O presidente Volodimir Zelenski abriu uma crise militar em meio ao momento mais desafiador para seu governo desde que a Rússia invadiu a Ucrânia, há quase dois anos.

Ele pediu na segunda (29) que o comandante das Forças Armadas do país, Valeri Zalujni, entregue o cargo. O general, que está no posto desde 2021, liderou a resistência à invasão russa e é uma estrela em ascensão na política ucraniana. Ele se recusou a sair.

O então comandante militar Zalujni (esq.) e Budanov, candidato a ser seu sucessor, durante cerimônia em Kiev em novembro
O então comandante militar Zalujni (esq.) e Budanov, candidato a ser seu sucessor, durante cerimônia em Kiev em novembro - Viacheslav Ratinskii - 25.nov.2023/Reuters

A crise ganhou corpo ao longo da segunda, quando a imprensa ucraniana e os ativos canais de Telegram do país passaram o dia com informações de bastidor sobre a reunião que ocorreria à noite entre ambos. Um porta-voz de Zelenski e o Ministério da Defesa disseram que não tinha ocorrido demissão, mas não elaboraram sobre o encontro.
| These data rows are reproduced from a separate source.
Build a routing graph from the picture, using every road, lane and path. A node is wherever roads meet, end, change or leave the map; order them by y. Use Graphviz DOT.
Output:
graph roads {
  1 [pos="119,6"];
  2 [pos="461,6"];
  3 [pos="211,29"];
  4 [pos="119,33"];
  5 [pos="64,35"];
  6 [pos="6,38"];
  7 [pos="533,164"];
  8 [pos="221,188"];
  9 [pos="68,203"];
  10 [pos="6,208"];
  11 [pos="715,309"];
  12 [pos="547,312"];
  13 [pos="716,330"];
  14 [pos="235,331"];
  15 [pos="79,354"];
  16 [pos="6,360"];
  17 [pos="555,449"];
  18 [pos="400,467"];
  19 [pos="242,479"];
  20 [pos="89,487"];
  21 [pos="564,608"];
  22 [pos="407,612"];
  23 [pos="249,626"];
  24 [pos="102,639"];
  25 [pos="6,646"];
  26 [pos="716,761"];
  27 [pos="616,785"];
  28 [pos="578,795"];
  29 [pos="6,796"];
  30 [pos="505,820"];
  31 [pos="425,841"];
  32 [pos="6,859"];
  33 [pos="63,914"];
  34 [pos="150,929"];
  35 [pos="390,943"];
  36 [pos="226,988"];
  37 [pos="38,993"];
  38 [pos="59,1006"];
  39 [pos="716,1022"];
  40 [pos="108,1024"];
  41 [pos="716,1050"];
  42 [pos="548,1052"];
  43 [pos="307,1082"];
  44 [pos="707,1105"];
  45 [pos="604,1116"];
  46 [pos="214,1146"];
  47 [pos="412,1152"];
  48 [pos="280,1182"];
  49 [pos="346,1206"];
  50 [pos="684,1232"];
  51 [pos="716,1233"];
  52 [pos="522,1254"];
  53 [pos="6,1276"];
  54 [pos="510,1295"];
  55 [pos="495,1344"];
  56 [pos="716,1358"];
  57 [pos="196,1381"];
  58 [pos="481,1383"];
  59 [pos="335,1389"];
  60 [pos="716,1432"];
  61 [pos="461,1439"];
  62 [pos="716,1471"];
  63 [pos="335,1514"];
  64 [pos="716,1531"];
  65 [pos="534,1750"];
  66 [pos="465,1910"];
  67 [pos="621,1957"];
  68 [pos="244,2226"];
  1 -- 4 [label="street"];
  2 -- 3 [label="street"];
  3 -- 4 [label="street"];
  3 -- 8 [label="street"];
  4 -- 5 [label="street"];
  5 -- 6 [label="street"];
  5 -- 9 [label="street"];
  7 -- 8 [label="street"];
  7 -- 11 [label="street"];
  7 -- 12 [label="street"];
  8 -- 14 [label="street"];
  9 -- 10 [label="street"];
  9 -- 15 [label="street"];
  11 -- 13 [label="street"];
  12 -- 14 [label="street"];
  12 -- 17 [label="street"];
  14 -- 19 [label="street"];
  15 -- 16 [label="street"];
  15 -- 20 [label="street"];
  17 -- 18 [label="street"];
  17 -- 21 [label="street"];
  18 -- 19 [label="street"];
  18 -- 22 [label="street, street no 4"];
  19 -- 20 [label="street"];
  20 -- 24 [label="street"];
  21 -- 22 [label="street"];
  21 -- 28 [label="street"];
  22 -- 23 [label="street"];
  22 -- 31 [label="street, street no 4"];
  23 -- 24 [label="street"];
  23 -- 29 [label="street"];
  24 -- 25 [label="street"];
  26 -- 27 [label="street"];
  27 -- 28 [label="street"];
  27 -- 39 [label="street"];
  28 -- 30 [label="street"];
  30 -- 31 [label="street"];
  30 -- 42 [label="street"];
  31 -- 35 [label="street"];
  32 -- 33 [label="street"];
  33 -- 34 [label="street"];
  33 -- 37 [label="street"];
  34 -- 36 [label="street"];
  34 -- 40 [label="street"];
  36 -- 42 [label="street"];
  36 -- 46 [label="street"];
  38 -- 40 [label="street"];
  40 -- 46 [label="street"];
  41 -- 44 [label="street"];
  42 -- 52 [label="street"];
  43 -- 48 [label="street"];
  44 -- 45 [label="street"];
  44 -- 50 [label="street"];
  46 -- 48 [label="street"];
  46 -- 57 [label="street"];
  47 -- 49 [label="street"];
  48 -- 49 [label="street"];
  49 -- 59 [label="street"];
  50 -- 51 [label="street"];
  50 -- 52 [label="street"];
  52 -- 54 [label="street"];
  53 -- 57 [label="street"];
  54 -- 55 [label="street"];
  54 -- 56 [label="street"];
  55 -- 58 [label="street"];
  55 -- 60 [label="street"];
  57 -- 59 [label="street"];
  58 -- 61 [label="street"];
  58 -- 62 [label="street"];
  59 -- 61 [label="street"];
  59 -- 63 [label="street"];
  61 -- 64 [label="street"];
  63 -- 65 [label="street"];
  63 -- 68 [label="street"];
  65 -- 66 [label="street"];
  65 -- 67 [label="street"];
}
O relato do pedido de saída do general foi divulgado inicialmente de forma anônima e confirmado por veículos ocidentais, como o jornal britânico Financial Times. No fim do dia, um deputado oposicionista aliado a Zalujni, Oleksii Goncharenko, confirmou os detalhes ao também britânico The Guardian.

Antecessor e crítico de Zelenski, Petro Porochenko saiu em defesa do general, dizendo que sua eventual demissão seria um baque para a unidade militar do país em um momento de crise. Isso não passará despercebido no entorno do atual presidente, que considera o general um candidato em formação.

Nos últimos meses, as discordâncias entre Zelenski e Zalujni começaram a se acentuar, tornando-se públicas em alguns episódios. O racha ocorreu em meio à degradação da posição da Ucrânia na guerra.

Em outubro, o general concedeu extensa avaliação da guerra à revista britânica The Economist, admitindo o fracasso da contraofensiva lançada em junho. Zelenski o rebateu, afirmando que o cenário no campo de batalha era dinâmico. Em dezembro, Zalujni criticou o presidente por demitir todos os chefes de escritórios de recrutamento militar devido a casos de corrupção.

Neste ano, o general deu diversas declarações afirmando que a Ucrânia passaria a uma fase de "defesa ativa", contrariando o usual discurso triunfalista de Zelenski em seus apelos pela declinante ajuda militar de aliados a Kiev. Por fim, ambos discordaram sobre a nova mobilização em estudo: Zalujni queria mais reforços, enquanto o presidente buscava evitar um baque de popularidade.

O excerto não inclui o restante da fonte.